В обхождении старик Альтанский был прост и удивительно открыт и приветлив. Не успела матушка меня ему представить, как он сию же минуту заговорил со мною точно со старинным другом, и притом с таким, который во всем был ему по всему равен. В разговоре, начатом непосредственно за его приходом и продолжавшемся около полутора часа, я не ощутил никакой разницы между его многоученостию и моим круглым невежеством. Он никого не оспаривал и не проводил никаких идей, но все, что при нем говорилось, - невольно как-то выравнивалось и округлялось по превосходной и совершеннейшей форме.
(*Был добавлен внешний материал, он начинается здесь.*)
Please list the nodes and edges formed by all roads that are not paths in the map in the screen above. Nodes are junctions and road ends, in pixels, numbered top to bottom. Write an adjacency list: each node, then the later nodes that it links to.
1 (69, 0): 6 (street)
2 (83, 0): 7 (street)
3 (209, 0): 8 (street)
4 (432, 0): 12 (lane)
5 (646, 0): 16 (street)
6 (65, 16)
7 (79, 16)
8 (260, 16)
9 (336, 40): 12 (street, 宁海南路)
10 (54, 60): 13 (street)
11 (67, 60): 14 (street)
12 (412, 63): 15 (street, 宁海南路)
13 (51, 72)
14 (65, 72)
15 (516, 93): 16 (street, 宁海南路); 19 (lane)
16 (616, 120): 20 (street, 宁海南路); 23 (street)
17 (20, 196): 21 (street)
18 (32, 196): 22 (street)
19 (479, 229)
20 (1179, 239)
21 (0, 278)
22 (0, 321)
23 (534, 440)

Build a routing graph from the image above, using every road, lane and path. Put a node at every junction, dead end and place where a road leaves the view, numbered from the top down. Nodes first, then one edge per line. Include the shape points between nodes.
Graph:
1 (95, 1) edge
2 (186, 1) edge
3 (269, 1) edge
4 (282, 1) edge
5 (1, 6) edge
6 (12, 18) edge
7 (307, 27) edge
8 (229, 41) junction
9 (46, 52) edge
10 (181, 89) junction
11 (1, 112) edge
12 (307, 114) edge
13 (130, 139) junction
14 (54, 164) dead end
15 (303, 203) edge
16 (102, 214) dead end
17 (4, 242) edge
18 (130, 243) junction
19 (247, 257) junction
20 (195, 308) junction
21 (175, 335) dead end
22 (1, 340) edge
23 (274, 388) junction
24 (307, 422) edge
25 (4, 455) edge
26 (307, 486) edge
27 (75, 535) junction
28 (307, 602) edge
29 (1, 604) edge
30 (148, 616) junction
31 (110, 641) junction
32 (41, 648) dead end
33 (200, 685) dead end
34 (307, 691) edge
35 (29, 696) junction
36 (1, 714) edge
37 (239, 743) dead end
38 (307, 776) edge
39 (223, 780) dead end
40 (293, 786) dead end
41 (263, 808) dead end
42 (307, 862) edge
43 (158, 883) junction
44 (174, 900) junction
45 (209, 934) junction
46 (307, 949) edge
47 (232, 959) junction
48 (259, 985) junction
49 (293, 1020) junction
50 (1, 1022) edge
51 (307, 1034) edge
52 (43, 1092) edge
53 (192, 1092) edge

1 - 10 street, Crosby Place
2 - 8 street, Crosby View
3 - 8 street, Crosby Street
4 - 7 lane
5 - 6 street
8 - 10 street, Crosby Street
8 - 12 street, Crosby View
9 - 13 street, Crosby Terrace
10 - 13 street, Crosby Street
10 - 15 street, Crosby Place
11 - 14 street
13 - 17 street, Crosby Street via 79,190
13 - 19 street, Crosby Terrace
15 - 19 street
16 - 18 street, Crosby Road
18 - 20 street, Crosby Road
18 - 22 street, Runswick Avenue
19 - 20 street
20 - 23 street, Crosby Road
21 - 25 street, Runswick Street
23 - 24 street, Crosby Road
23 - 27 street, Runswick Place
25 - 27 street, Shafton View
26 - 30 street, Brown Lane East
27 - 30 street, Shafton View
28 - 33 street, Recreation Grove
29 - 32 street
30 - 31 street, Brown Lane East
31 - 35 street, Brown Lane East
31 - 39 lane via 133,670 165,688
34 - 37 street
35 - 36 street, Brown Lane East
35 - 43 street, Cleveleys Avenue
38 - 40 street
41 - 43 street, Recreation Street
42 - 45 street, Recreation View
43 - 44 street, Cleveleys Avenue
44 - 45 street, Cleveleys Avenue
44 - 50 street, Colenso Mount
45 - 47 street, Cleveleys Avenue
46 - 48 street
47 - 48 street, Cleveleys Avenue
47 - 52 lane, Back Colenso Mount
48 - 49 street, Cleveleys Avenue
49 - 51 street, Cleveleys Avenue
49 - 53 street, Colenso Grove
О предстоящих моих с ним занятиях он не сказал ни слова - и даже когда матушка отрекомендовала меня, сказав:

- Вот ваш ученик.

Он, ласково пожав мне руку, тихо ответил:

- Друг, а не ученик.

Затем весь остальной разговор, сверх всякого моего ожидания, шел о предметах, о которых я не имел тогда никакого понятия; но это Альтанского, по-видимому, нисколько не смущало. Он говорил с матушкою о правительстве, к чему начальный повод дало мое исключение. В словах матушки я успел уловить в этом разговоре немало желчной иронии, с которой она отзывалась о правительственной системе того времени, а Иван Иванович, точно Тацит, облегчал ее суждения.